One powerful push factor is our culture of prescribing—the belief that there is a “pill for every ill.” Doctors want to show their patients that they care, and often the easiest way to do that is by pull­­-ing out the prescription pad. Meanwhile, drug company marketing—to doctors and directly to consumers—often presents medications as quick fixes, while downplaying the risks. In Russo’s case, no one on his medical team thought to question whether his medications might be the cause of his worsening symptoms.

Another factor contributing to medication overload is our highly fragmented healthcare system, which leaves clinicians with incomplete information about their patients. Older adults with chronic conditions like Russo’s  often see multiple specialists, who may prescribe drugs with little or no knowledge of the patient’s overall medical picture, or of what has already been prescribed. Even more prescriptions pile up when patients transfer in and out of hospitals, skilled nursing facilities and other institutions.

While primary care providers might seem like the best gatekeepers, they rarely have time to review long lists of drugs or make decisions with their patients about reducing or stopping medi­cations. And electronic medical records often fail to help primary care providers oversee all the drugs their patients are taking. Big box stores do a better job of keeping track of inventory than the American healthcare system does on tracking patients’ prescriptions.

We need a national action plan.

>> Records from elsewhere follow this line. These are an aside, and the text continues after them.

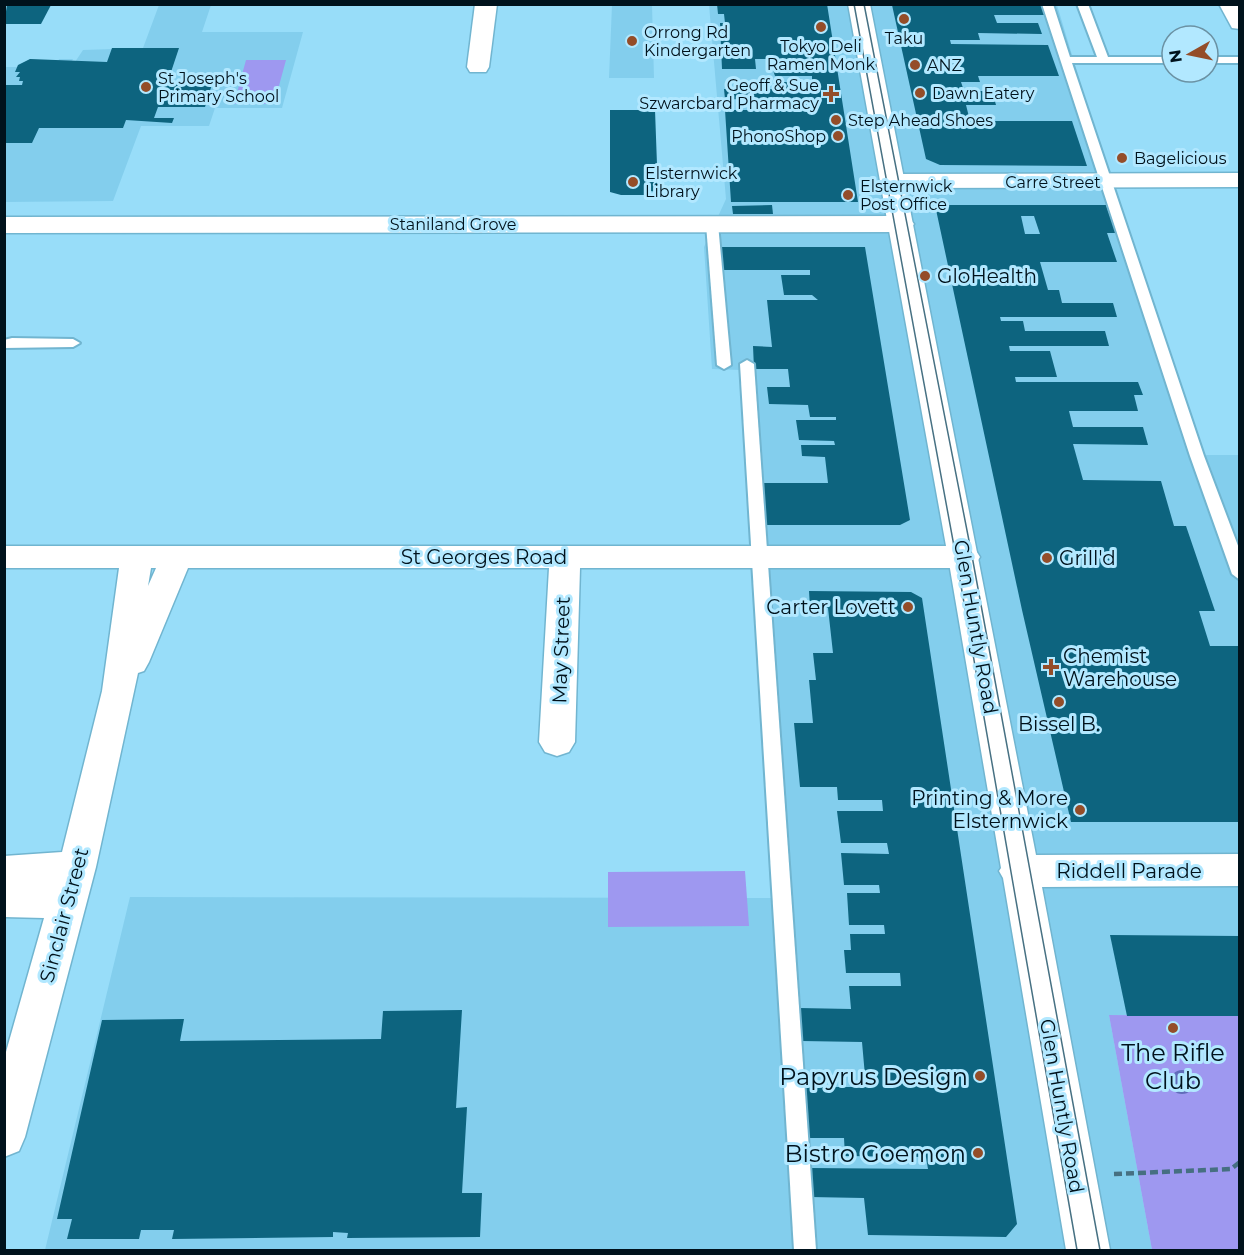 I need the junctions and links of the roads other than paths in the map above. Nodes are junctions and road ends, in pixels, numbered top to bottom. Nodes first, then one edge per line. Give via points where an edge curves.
1 (486, 4) edge
2 (859, 4) edge
3 (1047, 4) edge
4 (1082, 4) edge
5 (1230, 4) edge
6 (1239, 22) edge
7 (1067, 60) junction
8 (1104, 60) junction
9 (1160, 60) edge
10 (1220, 60) edge
11 (1239, 60) edge
12 (478, 67) dead end
13 (1239, 180) edge
14 (894, 182) junction
15 (1212, 182) junction
16 (1106, 183) junction
17 (1239, 185) edge
18 (712, 224) junction
19 (901, 224) junction
20 (4, 225) edge
21 (73, 343) dead end
22 (4, 344) edge
23 (747, 364) dead end
24 (724, 365) dead end
25 (4, 557) edge
26 (136, 557) junction
27 (177, 557) junction
28 (565, 557) junction
29 (964, 557) junction
30 (760, 558) junction
31 (1239, 574) edge
32 (119, 692) junction
33 (557, 742) dead end
34 (1239, 870) edge
35 (1018, 871) junction
36 (4, 872) edge
37 (72, 885) junction
38 (4, 901) edge
39 (4, 1137) edge
40 (806, 1251) edge
41 (1088, 1251) edge

1 - 12 street
2 - 14 street, Glen Huntly Road
3 - 7 lane
4 - 8 lane
5 - 6 street
7 - 8 lane
7 - 16 lane
8 - 9 lane
10 - 11 lane
13 - 15 street, Carre Street
14 - 16 street, Carre Street
14 - 19 street, Glen Huntly Road
15 - 16 street, Carre Street
15 - 17 street, Carre Street
16 - 31 lane
18 - 19 street, Staniland Grove
18 - 20 street, Staniland Grove
18 - 24 lane
19 - 29 street, Glen Huntly Road
21 - 22 lane
23 - 30 lane
25 - 26 street, St Georges Road
26 - 27 street, St Georges Road
26 - 32 street, Sinclair Street
27 - 28 street, St Georges Road
27 - 32 street, Sinclair Street
28 - 30 street, St Georges Road
28 - 33 street, May Street
29 - 30 street, St Georges Road
29 - 35 street, Glen Huntly Road
30 - 40 lane
32 - 37 street, Sinclair Street
34 - 35 street, Riddell Parade
35 - 41 street, Glen Huntly Road
36 - 37 street
37 - 38 street
37 - 39 street, Sinclair Street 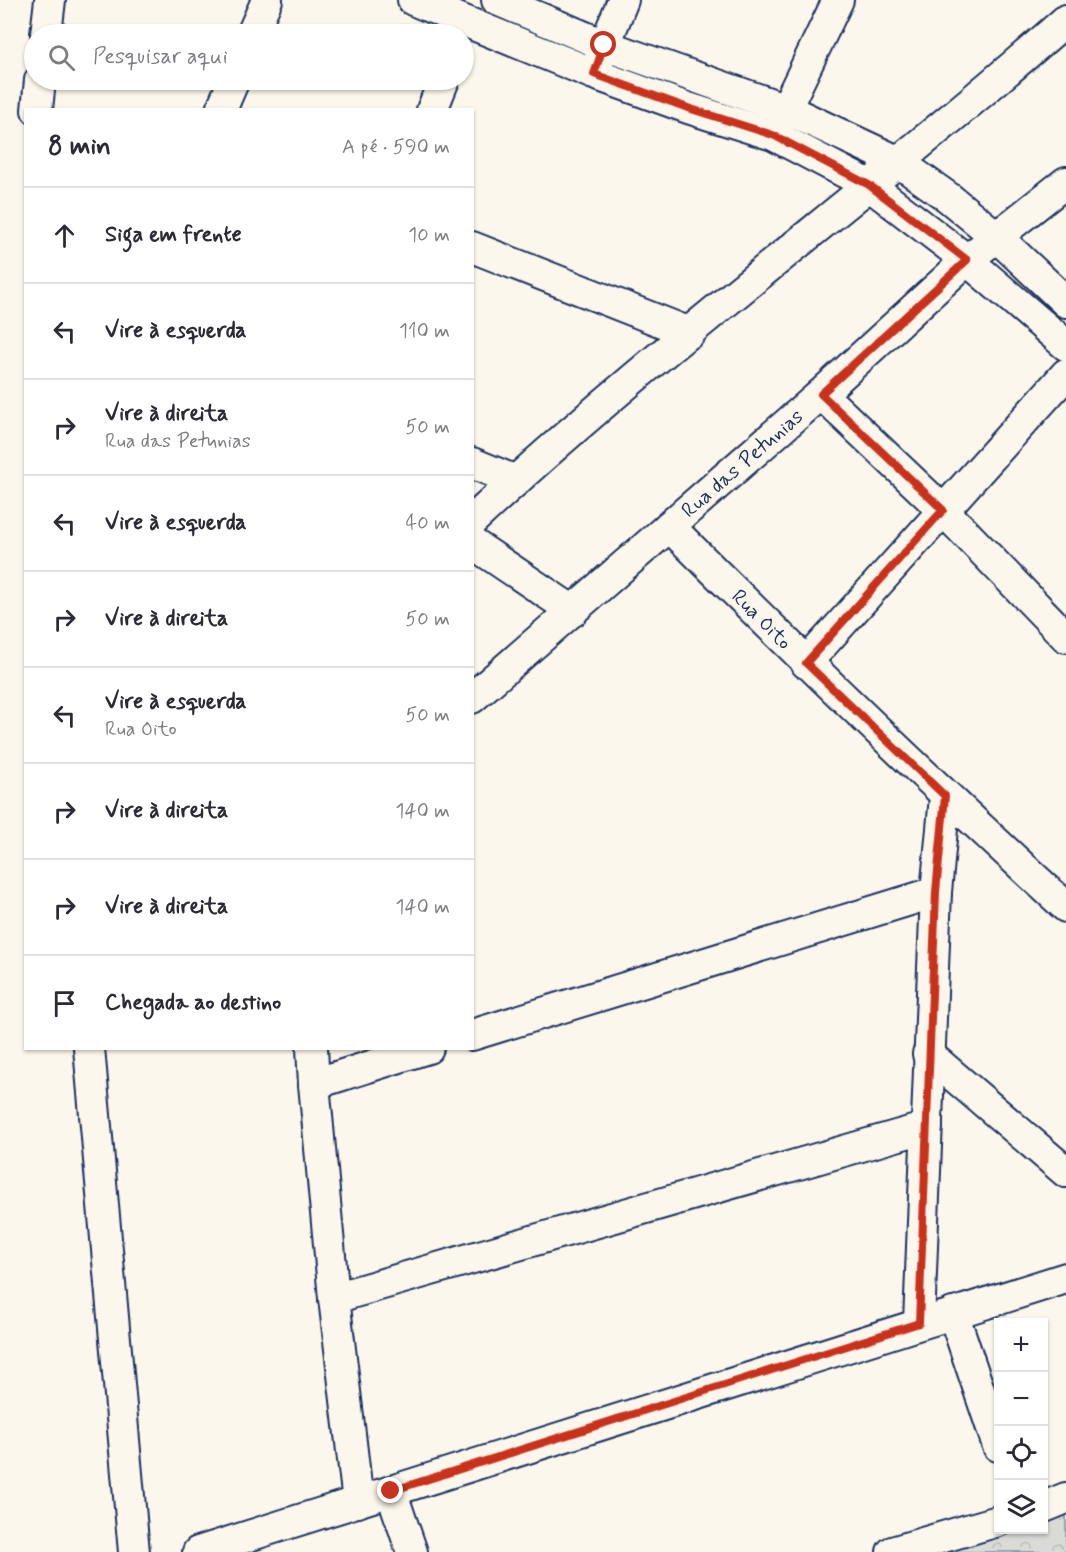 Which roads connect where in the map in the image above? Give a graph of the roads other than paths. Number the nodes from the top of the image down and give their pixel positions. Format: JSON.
{"nodes":[{"id":1,"x":50,"y":0,"type":"edge"},
{"id":2,"x":267,"y":0,"type":"edge"},
{"id":3,"x":413,"y":0,"type":"edge"},
{"id":4,"x":497,"y":0,"type":"edge"},
{"id":5,"x":623,"y":0,"type":"edge"},
{"id":6,"x":838,"y":0,"type":"edge"},
{"id":7,"x":1053,"y":0,"type":"edge"},
{"id":8,"x":1066,"y":20,"type":"edge"},
{"id":9,"x":47,"y":24,"type":"edge"},
{"id":10,"x":256,"y":24,"type":"edge"},
{"id":11,"x":457,"y":24,"type":"edge"},
{"id":12,"x":474,"y":32,"type":"edge"},
{"id":13,"x":604,"y":45,"type":"junction"},
{"id":14,"x":1033,"y":49,"type":"junction"},
{"id":15,"x":594,"y":74,"type":"junction"},
{"id":16,"x":39,"y":90,"type":"edge"},
{"id":17,"x":230,"y":90,"type":"edge"},
{"id":18,"x":440,"y":90,"type":"edge"},
{"id":19,"x":37,"y":108,"type":"edge"},
{"id":20,"x":222,"y":108,"type":"edge"},
{"id":21,"x":433,"y":108,"type":"edge"},
{"id":22,"x":779,"y":122,"type":"junction"},
{"id":23,"x":897,"y":161,"type":"junction"},
{"id":24,"x":1066,"y":182,"type":"edge"},
{"id":25,"x":869,"y":185,"type":"junction"},
{"id":26,"x":997,"y":237,"type":"junction"},
{"id":27,"x":474,"y":248,"type":"edge"},
{"id":28,"x":967,"y":260,"type":"junction"},
{"id":29,"x":1066,"y":302,"type":"edge"},
{"id":30,"x":690,"y":333,"type":"junction"},
{"id":31,"x":1066,"y":345,"type":"edge"},
{"id":32,"x":1066,"y":374,"type":"edge"},
{"id":33,"x":821,"y":394,"type":"junction"},
{"id":34,"x":474,"y":464,"type":"edge"},
{"id":35,"x":516,"y":480,"type":"junction"},
{"id":36,"x":943,"y":510,"type":"junction"},
{"id":37,"x":474,"y":519,"type":"edge"},
{"id":38,"x":669,"y":526,"type":"junction"},
{"id":39,"x":474,"y":544,"type":"edge"},
{"id":40,"x":573,"y":611,"type":"junction"},
{"id":41,"x":1066,"y":637,"type":"edge"},
{"id":42,"x":806,"y":663,"type":"junction"},
{"id":43,"x":474,"y":696,"type":"edge"},
{"id":44,"x":945,"y":796,"type":"junction"},
{"id":45,"x":936,"y":892,"type":"junction"},
{"id":46,"x":1066,"y":907,"type":"edge"},
{"id":47,"x":474,"y":1034,"type":"edge"},
{"id":48,"x":89,"y":1050,"type":"edge"},
{"id":49,"x":312,"y":1050,"type":"edge"},
{"id":50,"x":422,"y":1050,"type":"edge"},
{"id":51,"x":928,"y":1054,"type":"junction"},
{"id":52,"x":314,"y":1084,"type":"junction"},
{"id":53,"x":927,"y":1127,"type":"junction"},
{"id":54,"x":1066,"y":1172,"type":"edge"},
{"id":55,"x":1066,"y":1278,"type":"edge"},
{"id":56,"x":334,"y":1299,"type":"junction"},
{"id":57,"x":953,"y":1313,"type":"junction"},
{"id":58,"x":919,"y":1323,"type":"junction"},
{"id":59,"x":994,"y":1432,"type":"edge"},
{"id":60,"x":391,"y":1491,"type":"junction"},
{"id":61,"x":1066,"y":1498,"type":"edge"},
{"id":62,"x":358,"y":1502,"type":"junction"},
{"id":63,"x":1048,"y":1505,"type":"edge"},
{"id":64,"x":994,"y":1522,"type":"edge"},
{"id":65,"x":134,"y":1552,"type":"edge"},
{"id":66,"x":198,"y":1552,"type":"edge"},
{"id":67,"x":412,"y":1552,"type":"edge"},
{"id":68,"x":892,"y":1552,"type":"edge"}],
"edges":[{"from":1,"to":9,"type":"street"},
{"from":2,"to":10,"type":"street"},
{"from":3,"to":11,"type":"street"},
{"from":4,"to":13,"type":"street"},
{"from":5,"to":13,"type":"street"},
{"from":6,"to":22,"type":"street"},
{"from":7,"to":14,"type":"street"},
{"from":8,"to":14,"type":"street"},
{"from":12,"to":15,"type":"street"},
{"from":13,"to":15,"type":"street"},
{"from":13,"to":22,"type":"street"},
{"from":14,"to":23,"type":"street"},
{"from":15,"to":22,"type":"street"},
{"from":16,"to":19,"type":"street"},
{"from":17,"to":20,"type":"street"},
{"from":18,"to":21,"type":"street"},
{"from":22,"to":23,"type":"street"},
{"from":22,"to":25,"type":"street"},
{"from":23,"to":25,"type":"street"},
{"from":23,"to":26,"type":"street"},
{"from":24,"to":26,"type":"street","name":"Rua das Petunias"},
{"from":25,"to":28,"type":"street"},
{"from":25,"to":30,"type":"street"},
{"from":26,"to":28,"type":"street","name":"Rua das Petunias"},
{"from":26,"to":29,"type":"street"},
{"from":27,"to":30,"type":"street"},
{"from":28,"to":31,"type":"street"},
{"from":28,"to":33,"type":"street","name":"Rua das Petunias"},
{"from":30,"to":35,"type":"street"},
{"from":32,"to":36,"type":"street"},
{"from":33,"to":36,"type":"street"},
{"from":33,"to":38,"type":"street","name":"Rua das Petunias"},
{"from":34,"to":35,"type":"street"},
{"from":35,"to":37,"type":"street"},
{"from":36,"to":41,"type":"street"},
{"from":36,"to":42,"type":"street"},
{"from":38,"to":40,"type":"street","name":"Rua das Petunias"},
{"from":38,"to":42,"type":"street","name":"Rua Oito"},
{"from":39,"to":40,"type":"street"},
{"from":40,"to":43,"type":"street","name":"Rua das Petunias"},
{"from":42,"to":44,"type":"street","name":"Rua Oito"},
{"from":44,"to":45,"type":"street"},
{"from":44,"to":46,"type":"street","name":"Rua Oito"},
{"from":45,"to":47,"type":"street"},
{"from":45,"to":51,"type":"street"},
{"from":48,"to":65,"type":"street"},
{"from":49,"to":52,"type":"street"},
{"from":50,"to":52,"type":"street"},
{"from":51,"to":53,"type":"street"},
{"from":51,"to":54,"type":"street"},
{"from":52,"to":56,"type":"street"},
{"from":53,"to":56,"type":"street"},
{"from":53,"to":58,"type":"street"},
{"from":55,"to":57,"type":"street"},
{"from":56,"to":62,"type":"street"},
{"from":57,"to":58,"type":"street"},
{"from":57,"to":59,"type":"street"},
{"from":58,"to":60,"type":"street"},
{"from":60,"to":62,"type":"street"},
{"from":60,"to":67,"type":"street"},
{"from":61,"to":63,"type":"street"},
{"from":62,"to":66,"type":"street"},
{"from":64,"to":68,"type":"street"}]}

No magical solution will cure medication overload, but there are ways we can reduce it. We can change our culture of over-prescribing by helping patients and their families understand the risks of medication overload and countering the common belief that “more medications are better.”

We also must make more comprehensive, coordinated care a priority. Primary care providers should be at the hub of the wheel, ensuring that specialists’ recommendations work together and don’t send patients’ medications spiraling out of control. To do this, primary care clinicians need ready access to consultations with pharmacists and better training in geriatric care. All of a patient’s clinicians need clinical guidelines that help them avoid excess prescribing, and medical records that list all of the drugs their patients are taking.

We need a stopgap measure to slow the ever-increasing cascade of medication. We join other advocates in the call for regular “prescription checkups” for older adults, an opportunity for clini­cians and patients to specifically address medication issues and remove those that are unnecessary or potentially harmful. Primary care clinicians, especially, need the time to conduct prescription checkups, as well as ongoing training to recognize drug side effects and feel confident in their abil­ity to safely “de-prescribe.”

Doctors often are reluctant to de-prescribe medications because they are afraid their patients will reject the idea. If people initiate conversations about medications with their doctors, this can show doctors that patients are open to de-prescribing. Patients can also help avoid medication overload by asking questions that are rarely addressed prior to prescribing, such as, “When will we know the drug works?” “How will we know when to stop it?” and “What side effects should I be watching out for with this drug?”

With the U.S. population aging and medication use increasing, the problem of medication over­load is only going to get worse. Across the next decade, medication overload will lead to an esti­mated 4.6 million hospitalizations of older Americans, at a cost of $60 billion. But that isn’t the only scenario. We can reduce preventable deaths like Russo’s if clinicians, patients, healthcare institu­tions and policymakers work together to address medi­­cation overload.

Judith Garber, M.A., is the health policy and communications Fellow at the Lown Institute in Brook­line, Mass. Shannon Brownlee, M.Sc., is senior vice president of the Lown Institute. Before joining the Lown Institute, Brownlee was acting director of the health policy program at the New America Foun­dation, and authored Overtreated: Why Too Much Medicine Is Making Us Sicker and Poorer (New York: Bloomsbury, 2008).